Advocates can assist
healthcare professions in providing culturally-competent care to patients
Imagine lying on a hospital bed
- anxious, uncomfortable, waiting for test results and fearing the worst. Now
imagine being probed in all the sore places by unconcerned doctors and nurses
who wear deadpan expressions as they stop by to take your vital signs, do blood
tests, and listen to your chest. Also imagine that the hospital that you have
landed up in is in some remote corner of Africa, and you don’t have a clue what
the medical staff is saying, and you cannot explain what you are feeling. This
is often how poor, uneducated, illiterate patients feel when they find
themselves in a large hospital in the city, where everything is unfamiliar and
threatening.
The
reasons for healthcare disparities
Some
factors that contribute to health disparities are:
Persistence of
centuries-old racial stereotypes
Time pressures
caused by increasing case loads
Lack of
decision-making skills in the junior health care staff
Absence of a
patient-advocate in the picture
Real or perceived discrimination in hospitals can
lead minorities and the poor to mistrust doctors and nurses. The onus is on the
healthcare provider, who is the “more powerful actor in clinical encounters” to
see to it that such disparities do not occur, and if he fails in this duty,
it’s the patient-advocate’s responsibility to step in and correct matters.
In a
recent survey, physicians reported that more than half of their patients do not
follow medical treatment as a result of cultural or linguistic barriers. While
the majority of doctors surveyed agree that language and culture are important
in the delivery of care to patients, only half of the doctors reported having
any form of “cultural competency training.” This lacuna is one which a caring
patient advocate can fill competently, allowing him to act as a bridge between
the doctor and the patient.
The need for
cultural competence in patient-advocates
Cultural
competence leads to cultural awareness, knowledge, understanding, sensitivity,
interaction, and skill. It necessarily flows from good “communication.”

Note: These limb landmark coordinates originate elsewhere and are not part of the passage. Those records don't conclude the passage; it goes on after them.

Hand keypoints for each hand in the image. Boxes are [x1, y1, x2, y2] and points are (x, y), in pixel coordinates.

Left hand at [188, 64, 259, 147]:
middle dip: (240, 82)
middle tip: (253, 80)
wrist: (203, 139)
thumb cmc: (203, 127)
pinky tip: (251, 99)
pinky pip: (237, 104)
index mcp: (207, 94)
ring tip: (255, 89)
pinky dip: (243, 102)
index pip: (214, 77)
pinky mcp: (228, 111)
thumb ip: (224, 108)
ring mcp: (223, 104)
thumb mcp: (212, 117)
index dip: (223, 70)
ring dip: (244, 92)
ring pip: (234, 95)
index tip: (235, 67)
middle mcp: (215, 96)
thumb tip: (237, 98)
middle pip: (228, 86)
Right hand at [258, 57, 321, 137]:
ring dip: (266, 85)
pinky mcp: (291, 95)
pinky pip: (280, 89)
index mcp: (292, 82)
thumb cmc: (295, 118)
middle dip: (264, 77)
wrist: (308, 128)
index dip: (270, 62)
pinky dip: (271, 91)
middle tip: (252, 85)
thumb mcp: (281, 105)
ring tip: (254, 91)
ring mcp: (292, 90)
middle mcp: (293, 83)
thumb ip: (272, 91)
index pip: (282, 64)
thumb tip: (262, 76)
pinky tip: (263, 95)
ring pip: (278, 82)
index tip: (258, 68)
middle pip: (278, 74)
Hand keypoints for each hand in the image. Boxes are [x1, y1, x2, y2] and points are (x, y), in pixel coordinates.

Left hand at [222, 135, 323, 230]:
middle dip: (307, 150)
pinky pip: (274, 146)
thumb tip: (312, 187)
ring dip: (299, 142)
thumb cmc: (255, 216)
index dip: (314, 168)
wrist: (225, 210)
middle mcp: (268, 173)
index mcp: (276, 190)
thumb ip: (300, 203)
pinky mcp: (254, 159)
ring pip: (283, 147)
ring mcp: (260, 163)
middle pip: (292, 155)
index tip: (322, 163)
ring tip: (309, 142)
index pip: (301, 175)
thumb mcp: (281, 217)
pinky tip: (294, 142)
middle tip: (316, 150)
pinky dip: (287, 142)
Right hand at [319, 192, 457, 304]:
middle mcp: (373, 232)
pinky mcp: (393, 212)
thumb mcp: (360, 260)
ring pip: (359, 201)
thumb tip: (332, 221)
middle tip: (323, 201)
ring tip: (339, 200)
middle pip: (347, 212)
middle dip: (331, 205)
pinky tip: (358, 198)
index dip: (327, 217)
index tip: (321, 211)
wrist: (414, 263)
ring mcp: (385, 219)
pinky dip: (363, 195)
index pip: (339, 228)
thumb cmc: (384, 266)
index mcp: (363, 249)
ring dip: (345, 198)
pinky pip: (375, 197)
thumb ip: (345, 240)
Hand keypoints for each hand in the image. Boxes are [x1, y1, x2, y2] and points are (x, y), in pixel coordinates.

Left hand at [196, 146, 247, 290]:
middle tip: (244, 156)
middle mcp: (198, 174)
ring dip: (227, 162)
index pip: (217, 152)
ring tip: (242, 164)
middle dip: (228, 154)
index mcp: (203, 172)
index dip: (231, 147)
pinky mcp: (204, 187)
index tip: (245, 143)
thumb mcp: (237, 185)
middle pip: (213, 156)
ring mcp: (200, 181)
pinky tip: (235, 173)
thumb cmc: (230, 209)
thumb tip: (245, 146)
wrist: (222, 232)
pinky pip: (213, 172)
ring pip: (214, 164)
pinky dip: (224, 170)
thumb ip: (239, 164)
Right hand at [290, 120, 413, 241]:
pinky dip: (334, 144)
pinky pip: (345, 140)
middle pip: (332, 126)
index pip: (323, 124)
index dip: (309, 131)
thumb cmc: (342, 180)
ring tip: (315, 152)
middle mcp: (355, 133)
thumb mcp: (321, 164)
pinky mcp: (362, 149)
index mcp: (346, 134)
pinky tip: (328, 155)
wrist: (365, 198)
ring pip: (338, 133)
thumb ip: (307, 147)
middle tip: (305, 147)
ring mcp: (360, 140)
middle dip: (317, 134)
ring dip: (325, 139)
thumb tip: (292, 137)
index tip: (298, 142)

Efficient health care delivery also depends upon health literacy, which varies
between different cultural groups.
Although
poor health literacy can be a particularly thorny problem in patients with low
literacy skills, it can also affect patients who think of themselves as being
literate. Even doctors sometimes find it hard to make sense of the convoluted
language which health insurance companies and hospital administrators use in
their forms. A patient advocate can help in decoding this medical jargon.
Lay theories of anatomy and physiology can also
influence how people interpret and respond to their illness. In Indian
villages, women often describe their menstrual blood as “bad” or “toxic”, and
are forbidden from entering temples or even their kitchens, when they are
menstruating. It is hardly surprising that they have a hard time describing
their gynaecological problems to doctors. The presence of an advocate can help
transcend such cultural and linguistic barriers.